▸ YOUR ASSIGNMENT
Quote the records that follow in full, leaving the pictures out.

______________________________

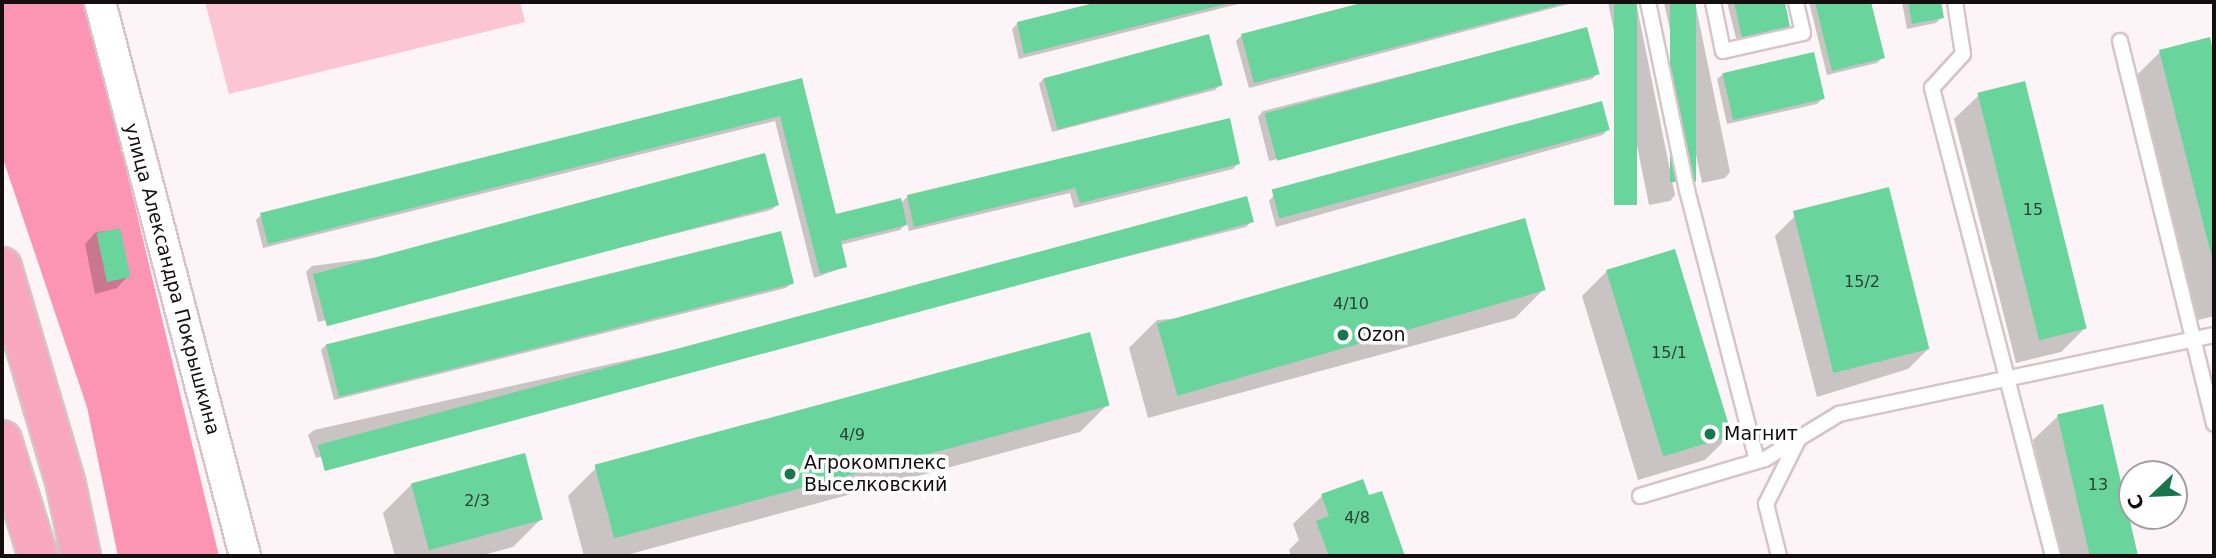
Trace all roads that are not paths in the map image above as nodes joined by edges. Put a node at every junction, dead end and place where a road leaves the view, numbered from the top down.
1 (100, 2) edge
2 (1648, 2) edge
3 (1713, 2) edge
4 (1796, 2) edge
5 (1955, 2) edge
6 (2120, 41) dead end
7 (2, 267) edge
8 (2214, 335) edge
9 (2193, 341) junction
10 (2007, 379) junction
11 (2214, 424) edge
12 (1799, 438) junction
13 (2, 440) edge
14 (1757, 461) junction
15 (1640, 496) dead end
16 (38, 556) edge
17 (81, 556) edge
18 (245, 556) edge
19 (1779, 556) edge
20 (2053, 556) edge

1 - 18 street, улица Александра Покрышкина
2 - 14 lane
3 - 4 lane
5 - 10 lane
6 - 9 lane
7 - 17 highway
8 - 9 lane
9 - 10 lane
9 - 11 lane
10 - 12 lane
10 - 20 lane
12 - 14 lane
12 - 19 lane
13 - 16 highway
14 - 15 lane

______________________________

▸ OUTPUT OF THE TASK
Trace all roads that are not paths in the map image above as nodes joined by edges. Put a node at every junction, dead end and place where a road leaves the view, numbered from the top down.
1 (100, 2) edge
2 (1648, 2) edge
3 (1713, 2) edge
4 (1796, 2) edge
5 (1955, 2) edge
6 (2120, 41) dead end
7 (2, 267) edge
8 (2214, 335) edge
9 (2193, 341) junction
10 (2007, 379) junction
11 (2214, 424) edge
12 (1799, 438) junction
13 (2, 440) edge
14 (1757, 461) junction
15 (1640, 496) dead end
16 (38, 556) edge
17 (81, 556) edge
18 (245, 556) edge
19 (1779, 556) edge
20 (2053, 556) edge

1 - 18 street, улица Александра Покрышкина
2 - 14 lane
3 - 4 lane
5 - 10 lane
6 - 9 lane
7 - 17 highway
8 - 9 lane
9 - 10 lane
9 - 11 lane
10 - 12 lane
10 - 20 lane
12 - 14 lane
12 - 19 lane
13 - 16 highway
14 - 15 lane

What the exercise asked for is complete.